Leave the pictures out and reproduce all the entries word for word.

Top of Task material

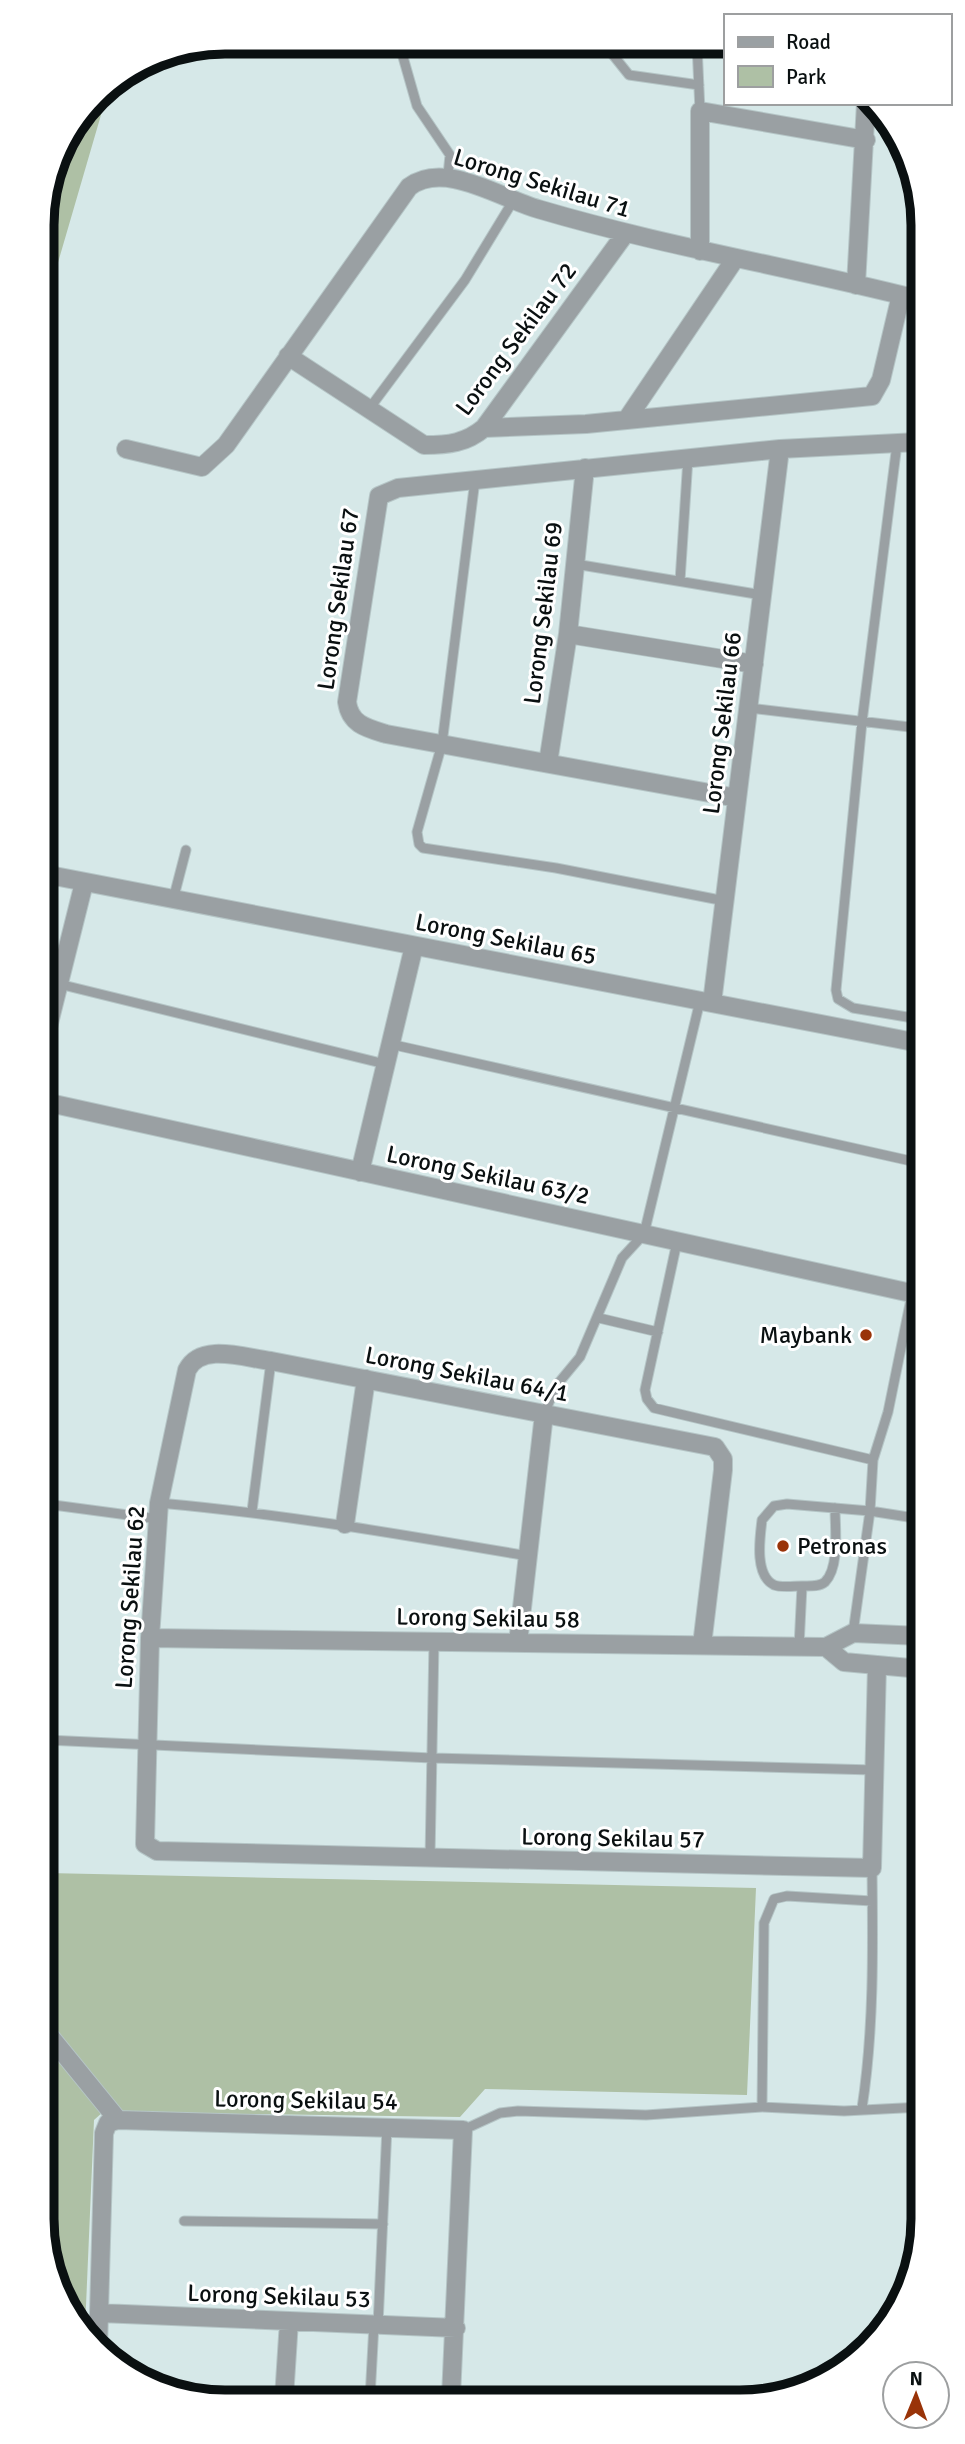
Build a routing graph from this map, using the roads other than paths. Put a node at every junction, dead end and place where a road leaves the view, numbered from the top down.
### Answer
1 (402, 54) edge
2 (698, 54) edge
3 (613, 55) dead end
4 (699, 85) junction
5 (700, 111) junction
6 (866, 111) edge
7 (866, 140) junction
8 (448, 175) junction
9 (513, 201) junction
10 (625, 234) junction
11 (700, 251) junction
12 (735, 259) junction
13 (856, 285) junction
14 (909, 297) edge
15 (288, 356) junction
16 (369, 409) junction
17 (627, 419) junction
18 (484, 428) junction
19 (911, 443) edge
20 (897, 444) junction
21 (126, 449) dead end
22 (780, 449) junction
23 (688, 458) junction
24 (585, 468) junction
25 (475, 480) junction
26 (575, 564) junction
27 (680, 581) junction
28 (762, 595) junction
29 (568, 634) junction
30 (754, 664) junction
31 (749, 708) junction
32 (862, 722) junction
33 (911, 727) edge
34 (442, 744) junction
35 (548, 763) junction
36 (737, 798) junction
37 (186, 850) dead end
38 (55, 876) edge
39 (84, 883) junction
40 (173, 900) junction
41 (725, 901) junction
42 (414, 946) junction
43 (59, 984) junction
44 (55, 1001) edge
45 (706, 1002) junction
46 (911, 1018) edge
47 (911, 1040) edge
48 (390, 1044) junction
49 (385, 1064) junction
50 (55, 1104) edge
51 (674, 1107) junction
52 (911, 1161) edge
53 (360, 1171) junction
54 (644, 1234) junction
55 (677, 1241) junction
56 (910, 1294) edge
57 (599, 1318) junction
58 (910, 1318) edge
59 (657, 1332) junction
60 (201, 1355) joint
61 (271, 1361) junction
62 (366, 1379) junction
63 (544, 1414) junction
64 (873, 1460) junction
65 (54, 1504) edge
66 (835, 1508) junction
67 (158, 1511) junction
68 (252, 1511) junction
69 (870, 1511) junction
70 (910, 1517) edge
71 (345, 1524) junction
72 (528, 1556) junction
73 (802, 1587) junction
74 (853, 1633) junction
75 (910, 1636) edge
76 (149, 1638) junction
77 (434, 1641) junction
78 (518, 1643) junction
79 (702, 1645) junction
80 (799, 1647) junction
81 (825, 1647) junction
82 (877, 1665) junction
83 (910, 1668) edge
84 (54, 1740) edge
85 (146, 1746) junction
86 (432, 1758) junction
87 (874, 1770) junction
88 (149, 1849) joint
89 (430, 1859) junction
90 (872, 1868) junction
91 (872, 1901) junction
92 (54, 2043) edge
93 (762, 2107) junction
94 (910, 2107) edge
95 (862, 2108) junction
96 (118, 2120) junction
97 (387, 2127) junction
98 (463, 2130) junction
99 (184, 2221) dead end
100 (383, 2224) junction
101 (100, 2313) junction
102 (289, 2321) junction
103 (376, 2325) junction
104 (456, 2328) junction
105 (99, 2334) edge
106 (285, 2390) edge
107 (371, 2390) edge
108 (452, 2390) edge

1 - 8 lane
2 - 4 lane
3 - 4 lane
4 - 5 lane
5 - 7 street
5 - 11 street
6 - 7 street
7 - 13 street
8 - 9 street, Lorong Sekilau 71
8 - 15 street, Lorong Sekilau 71
9 - 10 street, Lorong Sekilau 71
9 - 16 lane
10 - 11 street, Lorong Sekilau 71
10 - 18 street, Lorong Sekilau 72
11 - 12 street, Lorong Sekilau 71
12 - 13 street, Lorong Sekilau 71
12 - 17 street
13 - 14 street, Lorong Sekilau 71
14 - 17 street
15 - 16 street, Lorong Sekilau 72
15 - 21 street, Lorong Sekilau 71
16 - 18 street, Lorong Sekilau 72
17 - 18 street
19 - 20 street, Lorong Sekilau 67
20 - 22 street, Lorong Sekilau 67
20 - 32 lane
22 - 23 street, Lorong Sekilau 67
22 - 28 street, Lorong Sekilau 66
23 - 24 street, Lorong Sekilau 67
23 - 27 lane
24 - 25 street, Lorong Sekilau 67
24 - 26 street, Lorong Sekilau 69
25 - 34 lane
25 - 34 street, Lorong Sekilau 67
26 - 27 lane
26 - 29 street, Lorong Sekilau 69
27 - 28 lane
28 - 30 street, Lorong Sekilau 66
29 - 30 street
29 - 35 street, Lorong Sekilau 69
30 - 31 street, Lorong Sekilau 66
31 - 32 lane
31 - 36 street, Lorong Sekilau 66
32 - 33 lane
32 - 46 lane
34 - 35 street, Lorong Sekilau 67
34 - 41 lane
35 - 36 street, Lorong Sekilau 67
36 - 41 street, Lorong Sekilau 66
37 - 40 lane
38 - 39 street, Lorong Sekilau 65
39 - 40 street, Lorong Sekilau 65
39 - 43 street
40 - 42 street, Lorong Sekilau 65
41 - 45 street, Lorong Sekilau 66
42 - 45 street, Lorong Sekilau 65
42 - 48 street
43 - 44 street
43 - 49 lane
45 - 47 street, Lorong Sekilau 65
45 - 51 lane
48 - 49 street
48 - 51 lane
49 - 53 street
50 - 53 street, Lorong Sekilau 63/2
51 - 52 lane
51 - 54 lane
53 - 54 street, Lorong Sekilau 63/2
54 - 55 street, Lorong Sekilau 63/2
54 - 57 lane
55 - 56 street, Lorong Sekilau 63/2
55 - 59 lane
57 - 59 lane
57 - 63 lane
58 - 64 lane
59 - 64 lane
60 - 61 street, Lorong Sekilau 64/1
60 - 67 street, Lorong Sekilau 62
61 - 62 street, Lorong Sekilau 64/1
61 - 68 lane
62 - 63 street, Lorong Sekilau 64/1
62 - 71 street
63 - 72 street
63 - 79 street, Lorong Sekilau 64/1
64 - 69 lane
65 - 67 lane
66 - 69 lane
66 - 73 lane
66 - 73 lane
67 - 68 lane
67 - 76 street, Lorong Sekilau 62
68 - 71 lane
69 - 70 lane
69 - 74 lane
71 - 72 lane
72 - 78 street
73 - 80 lane
74 - 75 street, Lorong Sekilau 58
74 - 81 street, Lorong Sekilau 58
76 - 77 street, Lorong Sekilau 58
76 - 85 street, Lorong Sekilau 62
77 - 78 street, Lorong Sekilau 58
77 - 86 lane
78 - 79 street, Lorong Sekilau 58
79 - 80 street, Lorong Sekilau 58
80 - 81 street, Lorong Sekilau 58
81 - 82 street, Lorong Sekilau 58
82 - 83 street, Lorong Sekilau 58
82 - 87 street
84 - 85 lane
85 - 86 lane
85 - 88 street, Lorong Sekilau 62
86 - 87 lane
86 - 89 lane
87 - 90 street
88 - 89 street, Lorong Sekilau 57
89 - 90 street, Lorong Sekilau 57
90 - 91 lane
91 - 93 lane
91 - 95 lane
92 - 96 street
93 - 95 lane
93 - 98 lane
94 - 95 lane
96 - 97 street, Lorong Sekilau 54
96 - 101 street
97 - 98 street, Lorong Sekilau 54
97 - 100 lane
98 - 104 street
99 - 100 lane
100 - 103 lane
101 - 102 street, Lorong Sekilau 53
101 - 105 street
102 - 103 street, Lorong Sekilau 53
102 - 106 street
103 - 104 street, Lorong Sekilau 53
103 - 107 lane
104 - 108 street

Bottom of Task material

◆ Answer to the exercise ◆
Build a routing graph from this map, using the roads other than paths. Put a node at every junction, dead end and place where a road leaves the view, numbered from the top down.
### Answer
1 (402, 54) edge
2 (698, 54) edge
3 (613, 55) dead end
4 (699, 85) junction
5 (700, 111) junction
6 (866, 111) edge
7 (866, 140) junction
8 (448, 175) junction
9 (513, 201) junction
10 (625, 234) junction
11 (700, 251) junction
12 (735, 259) junction
13 (856, 285) junction
14 (909, 297) edge
15 (288, 356) junction
16 (369, 409) junction
17 (627, 419) junction
18 (484, 428) junction
19 (911, 443) edge
20 (897, 444) junction
21 (126, 449) dead end
22 (780, 449) junction
23 (688, 458) junction
24 (585, 468) junction
25 (475, 480) junction
26 (575, 564) junction
27 (680, 581) junction
28 (762, 595) junction
29 (568, 634) junction
30 (754, 664) junction
31 (749, 708) junction
32 (862, 722) junction
33 (911, 727) edge
34 (442, 744) junction
35 (548, 763) junction
36 (737, 798) junction
37 (186, 850) dead end
38 (55, 876) edge
39 (84, 883) junction
40 (173, 900) junction
41 (725, 901) junction
42 (414, 946) junction
43 (59, 984) junction
44 (55, 1001) edge
45 (706, 1002) junction
46 (911, 1018) edge
47 (911, 1040) edge
48 (390, 1044) junction
49 (385, 1064) junction
50 (55, 1104) edge
51 (674, 1107) junction
52 (911, 1161) edge
53 (360, 1171) junction
54 (644, 1234) junction
55 (677, 1241) junction
56 (910, 1294) edge
57 (599, 1318) junction
58 (910, 1318) edge
59 (657, 1332) junction
60 (201, 1355) joint
61 (271, 1361) junction
62 (366, 1379) junction
63 (544, 1414) junction
64 (873, 1460) junction
65 (54, 1504) edge
66 (835, 1508) junction
67 (158, 1511) junction
68 (252, 1511) junction
69 (870, 1511) junction
70 (910, 1517) edge
71 (345, 1524) junction
72 (528, 1556) junction
73 (802, 1587) junction
74 (853, 1633) junction
75 (910, 1636) edge
76 (149, 1638) junction
77 (434, 1641) junction
78 (518, 1643) junction
79 (702, 1645) junction
80 (799, 1647) junction
81 (825, 1647) junction
82 (877, 1665) junction
83 (910, 1668) edge
84 (54, 1740) edge
85 (146, 1746) junction
86 (432, 1758) junction
87 (874, 1770) junction
88 (149, 1849) joint
89 (430, 1859) junction
90 (872, 1868) junction
91 (872, 1901) junction
92 (54, 2043) edge
93 (762, 2107) junction
94 (910, 2107) edge
95 (862, 2108) junction
96 (118, 2120) junction
97 (387, 2127) junction
98 (463, 2130) junction
99 (184, 2221) dead end
100 (383, 2224) junction
101 (100, 2313) junction
102 (289, 2321) junction
103 (376, 2325) junction
104 (456, 2328) junction
105 (99, 2334) edge
106 (285, 2390) edge
107 (371, 2390) edge
108 (452, 2390) edge

1 - 8 lane
2 - 4 lane
3 - 4 lane
4 - 5 lane
5 - 7 street
5 - 11 street
6 - 7 street
7 - 13 street
8 - 9 street, Lorong Sekilau 71
8 - 15 street, Lorong Sekilau 71
9 - 10 street, Lorong Sekilau 71
9 - 16 lane
10 - 11 street, Lorong Sekilau 71
10 - 18 street, Lorong Sekilau 72
11 - 12 street, Lorong Sekilau 71
12 - 13 street, Lorong Sekilau 71
12 - 17 street
13 - 14 street, Lorong Sekilau 71
14 - 17 street
15 - 16 street, Lorong Sekilau 72
15 - 21 street, Lorong Sekilau 71
16 - 18 street, Lorong Sekilau 72
17 - 18 street
19 - 20 street, Lorong Sekilau 67
20 - 22 street, Lorong Sekilau 67
20 - 32 lane
22 - 23 street, Lorong Sekilau 67
22 - 28 street, Lorong Sekilau 66
23 - 24 street, Lorong Sekilau 67
23 - 27 lane
24 - 25 street, Lorong Sekilau 67
24 - 26 street, Lorong Sekilau 69
25 - 34 lane
25 - 34 street, Lorong Sekilau 67
26 - 27 lane
26 - 29 street, Lorong Sekilau 69
27 - 28 lane
28 - 30 street, Lorong Sekilau 66
29 - 30 street
29 - 35 street, Lorong Sekilau 69
30 - 31 street, Lorong Sekilau 66
31 - 32 lane
31 - 36 street, Lorong Sekilau 66
32 - 33 lane
32 - 46 lane
34 - 35 street, Lorong Sekilau 67
34 - 41 lane
35 - 36 street, Lorong Sekilau 67
36 - 41 street, Lorong Sekilau 66
37 - 40 lane
38 - 39 street, Lorong Sekilau 65
39 - 40 street, Lorong Sekilau 65
39 - 43 street
40 - 42 street, Lorong Sekilau 65
41 - 45 street, Lorong Sekilau 66
42 - 45 street, Lorong Sekilau 65
42 - 48 street
43 - 44 street
43 - 49 lane
45 - 47 street, Lorong Sekilau 65
45 - 51 lane
48 - 49 street
48 - 51 lane
49 - 53 street
50 - 53 street, Lorong Sekilau 63/2
51 - 52 lane
51 - 54 lane
53 - 54 street, Lorong Sekilau 63/2
54 - 55 street, Lorong Sekilau 63/2
54 - 57 lane
55 - 56 street, Lorong Sekilau 63/2
55 - 59 lane
57 - 59 lane
57 - 63 lane
58 - 64 lane
59 - 64 lane
60 - 61 street, Lorong Sekilau 64/1
60 - 67 street, Lorong Sekilau 62
61 - 62 street, Lorong Sekilau 64/1
61 - 68 lane
62 - 63 street, Lorong Sekilau 64/1
62 - 71 street
63 - 72 street
63 - 79 street, Lorong Sekilau 64/1
64 - 69 lane
65 - 67 lane
66 - 69 lane
66 - 73 lane
66 - 73 lane
67 - 68 lane
67 - 76 street, Lorong Sekilau 62
68 - 71 lane
69 - 70 lane
69 - 74 lane
71 - 72 lane
72 - 78 street
73 - 80 lane
74 - 75 street, Lorong Sekilau 58
74 - 81 street, Lorong Sekilau 58
76 - 77 street, Lorong Sekilau 58
76 - 85 street, Lorong Sekilau 62
77 - 78 street, Lorong Sekilau 58
77 - 86 lane
78 - 79 street, Lorong Sekilau 58
79 - 80 street, Lorong Sekilau 58
80 - 81 street, Lorong Sekilau 58
81 - 82 street, Lorong Sekilau 58
82 - 83 street, Lorong Sekilau 58
82 - 87 street
84 - 85 lane
85 - 86 lane
85 - 88 street, Lorong Sekilau 62
86 - 87 lane
86 - 89 lane
87 - 90 street
88 - 89 street, Lorong Sekilau 57
89 - 90 street, Lorong Sekilau 57
90 - 91 lane
91 - 93 lane
91 - 95 lane
92 - 96 street
93 - 95 lane
93 - 98 lane
94 - 95 lane
96 - 97 street, Lorong Sekilau 54
96 - 101 street
97 - 98 street, Lorong Sekilau 54
97 - 100 lane
98 - 104 street
99 - 100 lane
100 - 103 lane
101 - 102 street, Lorong Sekilau 53
101 - 105 street
102 - 103 street, Lorong Sekilau 53
102 - 106 street
103 - 104 street, Lorong Sekilau 53
103 - 107 lane
104 - 108 street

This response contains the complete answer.